5 Options to Avoiding Foreclosure

5 Options to Avoiding Foreclosure


If you’re faced with foreclosure, you may still have some options available to help delay or avoid that fate. Your chances of keeping the home may still be good if you have a job and the means to pay down your debt. However, without these two attributes, the likelihood of staying in your home is small.

What are your options? You may have as many as five of these, although some are not as attractive as others:

1. Negotiate with your lender — The party with the most to lose in a foreclosure, besides you, is your lender. Foreclosure is expensive and may cost your banker tens of thousands of dollars in lost payments, a reduced home value and fees if they were to take your home back.

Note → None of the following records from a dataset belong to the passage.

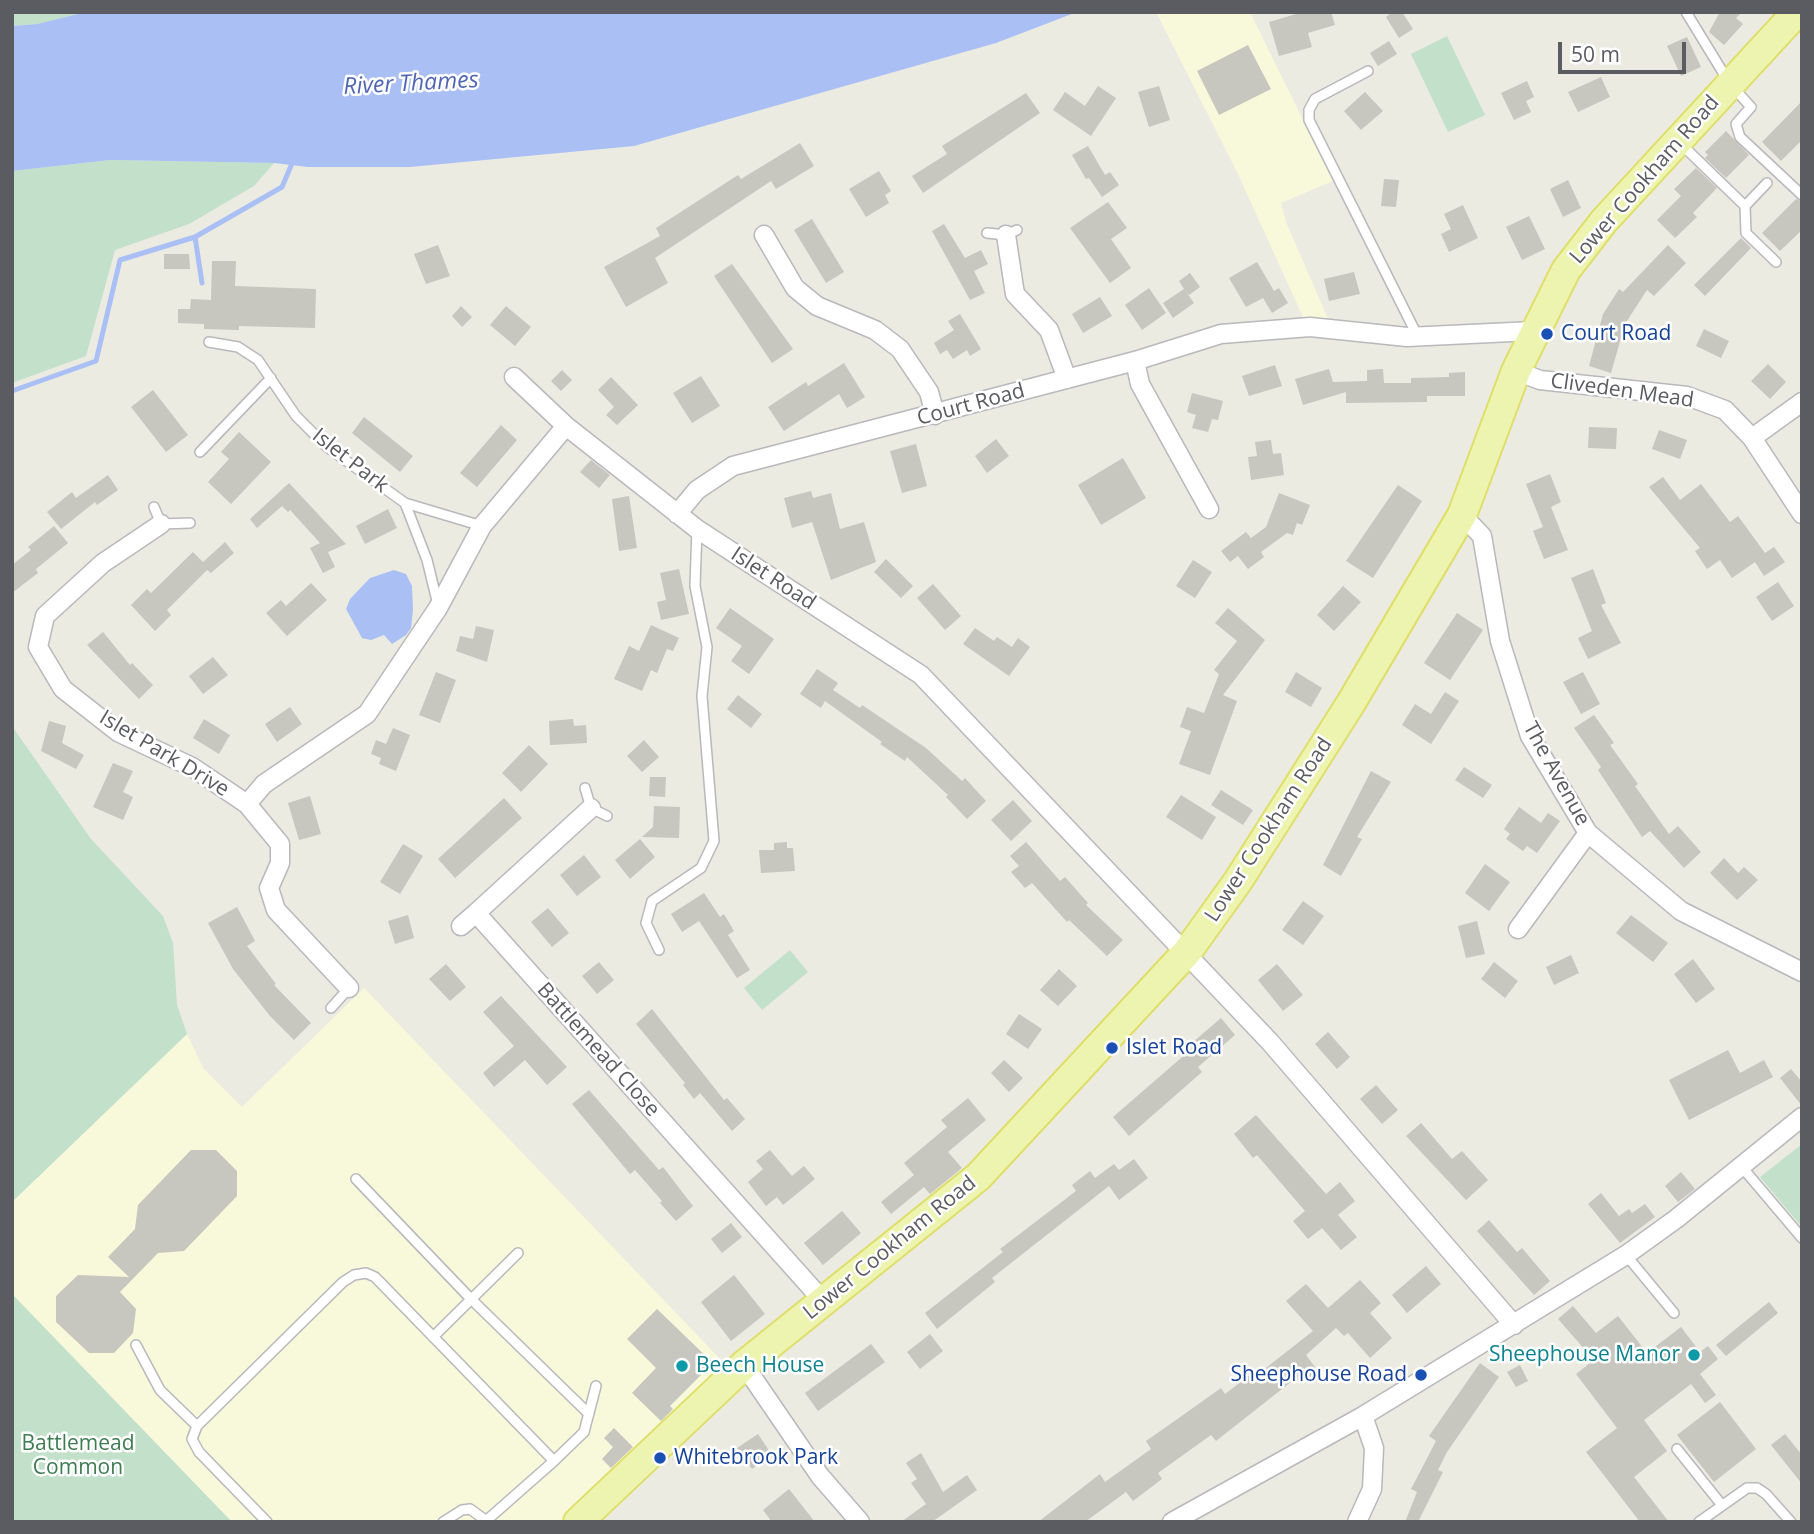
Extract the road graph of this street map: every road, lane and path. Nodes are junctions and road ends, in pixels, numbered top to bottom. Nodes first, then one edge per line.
1 (1685, 12) edge
2 (1797, 12) edge
3 (1368, 71) dead end
4 (1730, 84) junction
5 (1677, 141) junction
6 (1766, 183) dead end
7 (1802, 195) edge
8 (1745, 205) junction
9 (1011, 232) joint
10 (987, 233) dead end
11 (765, 235) dead end
12 (1776, 262) dead end
13 (1533, 331) junction
14 (1418, 337) junction
15 (209, 342) dead end
16 (1135, 361) junction
17 (1516, 371) junction
18 (514, 377) dead end
19 (271, 378) junction
20 (1067, 379) junction
21 (1802, 402) edge
22 (935, 415) junction
23 (566, 426) junction
24 (1752, 438) junction
25 (200, 452) dead end
26 (405, 503) junction
27 (1209, 509) dead end
28 (677, 514) junction
29 (1802, 514) edge
30 (158, 515) joint
31 (1462, 515) junction
32 (190, 523) dead end
33 (482, 526) junction
34 (697, 529) junction
35 (438, 608) junction
36 (585, 788) dead end
37 (247, 804) junction
38 (591, 808) junction
39 (607, 816) dead end
40 (1588, 832) junction
41 (476, 913) junction
42 (461, 926) dead end
43 (1518, 929) dead end
44 (659, 950) dead end
45 (1187, 952) junction
46 (1802, 972) edge
47 (349, 988) joint
48 (331, 1008) dead end
49 (1802, 1116) edge
50 (1741, 1166) junction
51 (356, 1179) dead end
52 (1802, 1238) edge
53 (518, 1253) dead end
54 (1626, 1255) junction
55 (470, 1298) junction
56 (825, 1303) junction
57 (1674, 1313) dead end
58 (1514, 1325) junction
59 (433, 1336) junction
60 (136, 1345) dead end
61 (744, 1365) junction
62 (596, 1386) dead end
63 (589, 1415) junction
64 (1363, 1416) junction
65 (197, 1426) junction
66 (1677, 1449) dead end
67 (554, 1461) junction
68 (1721, 1504) junction
69 (487, 1521) edge
70 (267, 1522) edge
71 (443, 1522) edge
72 (578, 1522) edge
73 (860, 1522) edge
74 (1172, 1522) edge
75 (1357, 1522) edge
76 (1699, 1522) edge
77 (1791, 1522) edge

1 - 4 lane
2 - 4 main road, Lower Cookham Road
3 - 14 lane
4 - 5 main road, Lower Cookham Road
4 - 7 lane
5 - 8 lane
5 - 13 main road, Lower Cookham Road
6 - 8 lane
8 - 12 lane
9 - 10 lane
9 - 20 street
11 - 22 street
13 - 14 street, Court Road
13 - 17 main road, Lower Cookham Road
14 - 16 street, Court Road
15 - 19 lane, Islet Park
16 - 20 street, Court Road
16 - 27 street
17 - 24 street, Cliveden Mead
17 - 31 main road, Lower Cookham Road
18 - 23 street, Islet Road
19 - 25 lane
19 - 26 lane, Islet Park
20 - 22 street, Court Road
21 - 24 street
22 - 28 street, Court Road
23 - 28 street, Islet Road
23 - 33 street
24 - 29 street, Cliveden Mead
26 - 33 lane, Islet Park
26 - 35 lane
28 - 34 street, Islet Road
30 - 32 lane
30 - 37 street, Islet Park Drive
31 - 40 street, The Avenue
31 - 45 main road, Lower Cookham Road
33 - 35 street
34 - 44 lane
34 - 45 street, Islet Road
35 - 37 street, Islet Park Drive
36 - 38 lane
37 - 47 street, Islet Park Drive
38 - 39 lane
38 - 41 street
40 - 43 street
40 - 46 street, The Avenue
41 - 42 street
41 - 56 street, Battlemead Close
45 - 56 main road, Lower Cookham Road
45 - 58 street, Islet Road
47 - 48 lane
49 - 50 street
50 - 52 lane
50 - 54 street
51 - 55 lane
53 - 55 lane
54 - 57 lane
54 - 58 street
55 - 59 lane
55 - 63 lane
56 - 61 main road, Lower Cookham Road
58 - 64 street
59 - 65 lane
59 - 67 lane
60 - 65 lane
61 - 72 main road, Lower Cookham Road
61 - 73 street
62 - 63 lane
63 - 67 lane
64 - 74 street
64 - 75 street
65 - 70 lane
66 - 68 lane
67 - 69 lane
68 - 76 lane
68 - 77 lane
69 - 71 lane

Work with your lender to see if you can receive partial forgiveness, a lower rate or a new mortgage with the unpaid debt added to the end of your loan.

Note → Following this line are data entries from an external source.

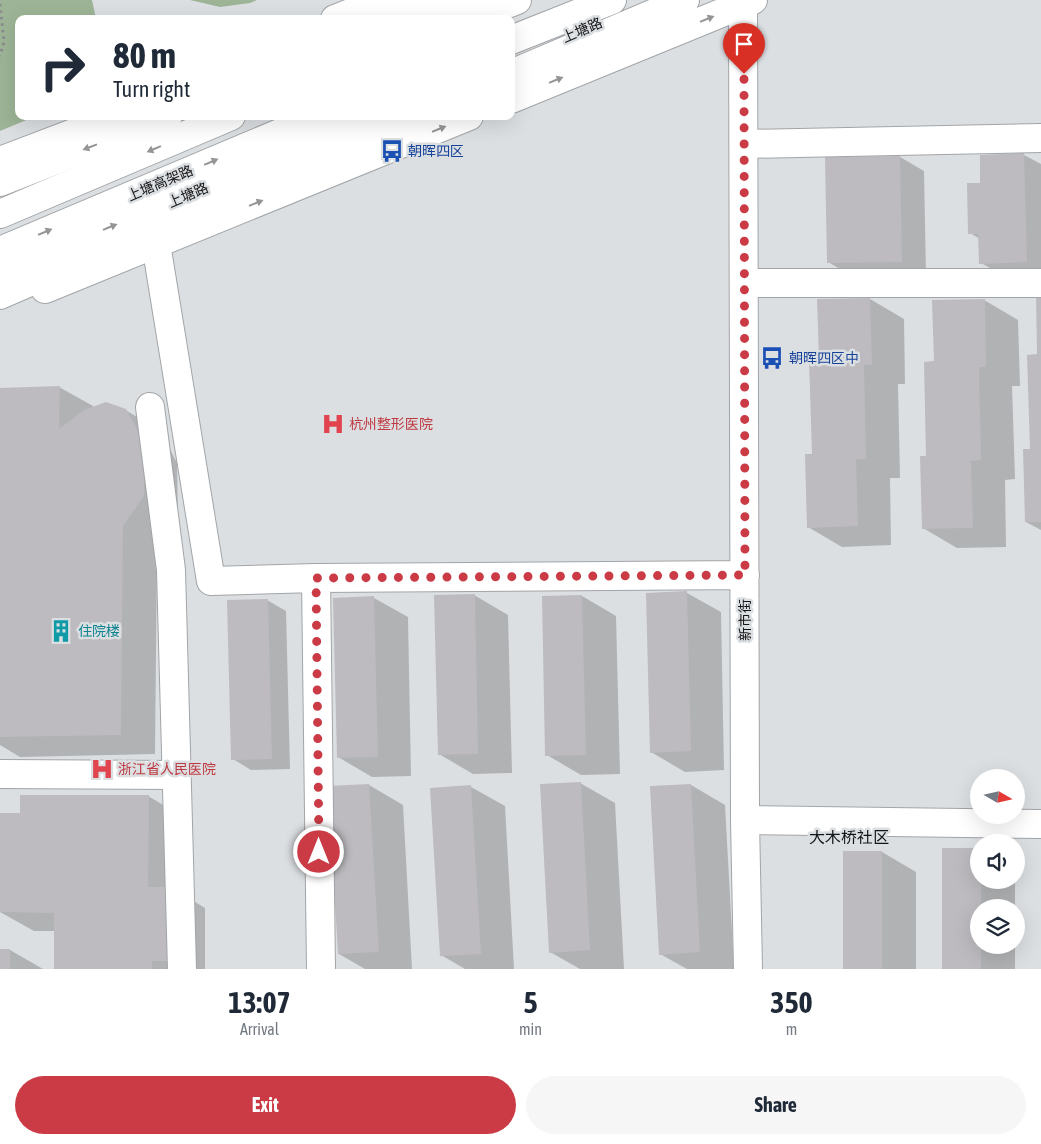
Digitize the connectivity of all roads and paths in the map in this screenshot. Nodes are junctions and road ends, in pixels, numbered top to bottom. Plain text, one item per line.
1 (384, 0) edge
2 (422, 0) edge
3 (468, 0) edge
4 (517, 0) edge
5 (612, 0) edge
6 (652, 0) edge
7 (685, 0) edge
8 (746, 1) edge
9 (0, 4) edge
10 (345, 15) edge
11 (383, 15) edge
12 (429, 15) edge
13 (480, 15) edge
14 (515, 38) edge
15 (0, 56) edge
16 (515, 57) edge
17 (515, 72) edge
18 (515, 97) edge
19 (68, 120) edge
20 (108, 120) edge
21 (158, 120) edge
22 (222, 120) edge
23 (311, 120) edge
24 (365, 120) edge
25 (403, 120) edge
26 (459, 120) edge
27 (1041, 138) edge
28 (744, 144) junction
29 (0, 146) edge
30 (0, 161) edge
31 (0, 182) edge
32 (0, 214) edge
33 (156, 244) junction
34 (0, 251) edge
35 (0, 271) edge
36 (1041, 282) edge
37 (744, 283) junction
38 (0, 295) edge
39 (0, 308) edge
40 (150, 406) dead end
41 (745, 575) junction
42 (316, 578) junction
43 (0, 774) edge
44 (177, 775) junction
45 (745, 820) junction
46 (1041, 824) edge
47 (182, 969) edge
48 (320, 969) edge
49 (748, 969) edge

1 - 10 main road
2 - 11 main road
3 - 12 main road
4 - 13 main road
5 - 14 main road
6 - 16 main road, 上塘路
7 - 17 main road
18 -> 8 main road
8 - 28 main road, 新市街
9 - 15 path
19 - 29 main road
20 - 30 main road
21 -> 31 main road
22 -> 32 main road
34 -> 23 main road, 上塘高架路
35 -> 24 main road, 上塘路
25 - 38 main road
33 -> 26 main road
27 - 28 main road
28 - 37 main road, 新市街
33 - 39 main road
33 - 42 main road
36 - 37 main road
37 - 41 main road, 新市街
40 - 44 main road
41 - 42 main road
41 - 45 main road, 新市街
42 - 48 main road
43 - 44 main road
44 - 47 main road
45 - 46 main road
45 - 49 main road, 新市街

2. Seek government assistance — The federal government’s Making Home Affordable program at www.makinghomeaffordable,gov is still in operation and may be a way for you to lower your monthly mortgage payments to give you a better chance of repaying your mortgage. Even if you are unemployed or need help with a second mortgage or have been hit hard by falling home values, you may still qualify for assistance.

3. Consider bankruptcy protection — If you are overwhelmed by debt, then the only way you may be able to keep your home is to file for personal bankruptcy. You’ll still be responsible for making mortgage payments, however you may be able to get out from underneath credit card and other unsecured debt. Talk with a bankruptcy attorney about your options under Chapter 13 of the U.S. bankruptcy code.

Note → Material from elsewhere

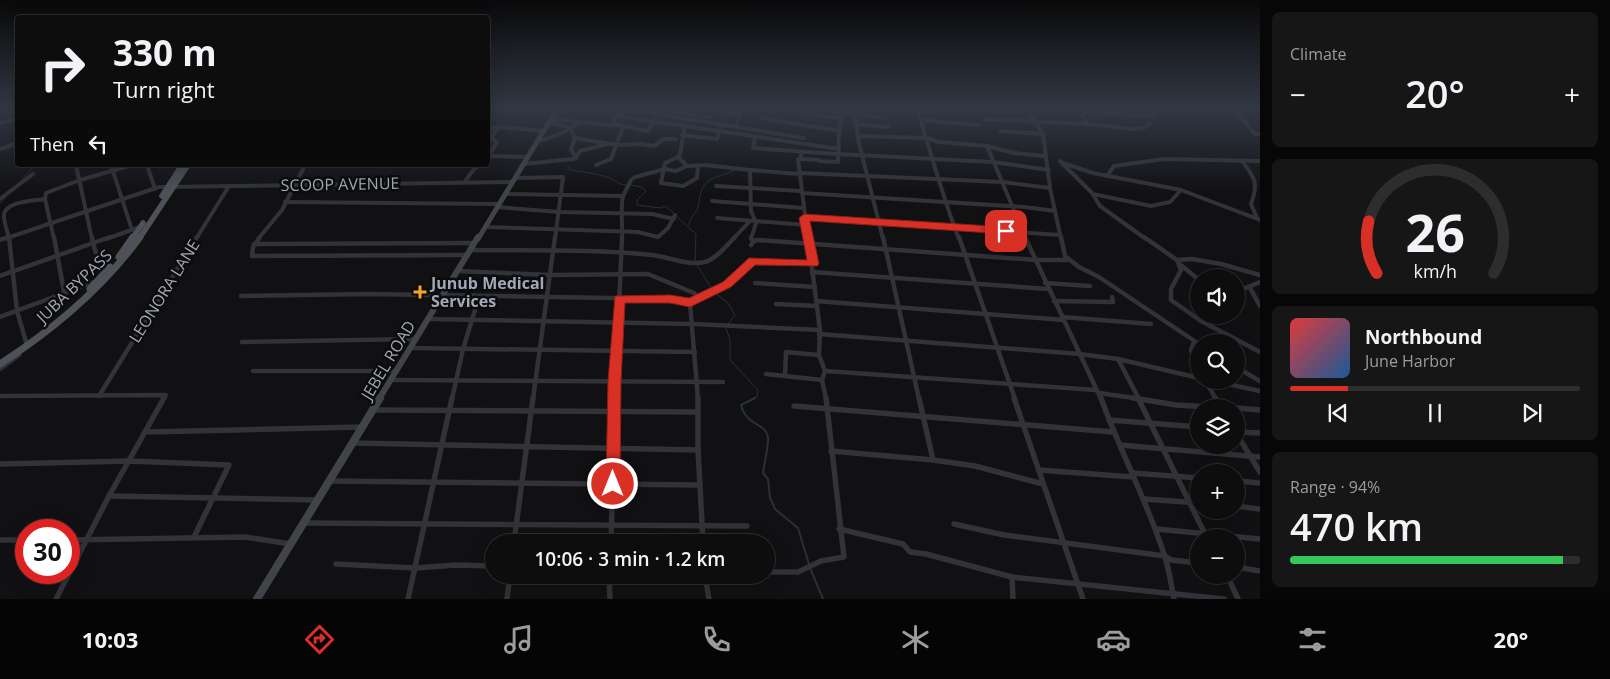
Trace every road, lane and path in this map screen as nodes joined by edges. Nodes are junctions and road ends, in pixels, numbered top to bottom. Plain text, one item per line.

4. Sell your home — Keeping your home may be impossible, but selling it may relieve you of a burden you simply can no longer bear. In a down market, this can be challenging, but a short sale can work if you have a motivated buyer and a banker interested in making a deal. Short sales are difficult to pull off — your banker is under no obligation to take a loss and he may come after you for the deficiency, if allowed by state law.

5. Give it to your lender — If foreclosure seems likely, you can offer to turn the deed over to your lender and walk away. You’ll want to work with an attorney to protect your rights and you should know that your credit will be affected. But, dragging things out can keep you from moving on with your life, therefore consider handing the deed and keys to your home to your banker.

Taking action as soon as you fall behind on your mortgage is the best approach to keeping a problem from getting out of hand. Your options are better when your problems are still manageable. However, if you fall behind by several months, a window for loan modifying or forbearance may close, costing you your credit, your home and your peace of mind.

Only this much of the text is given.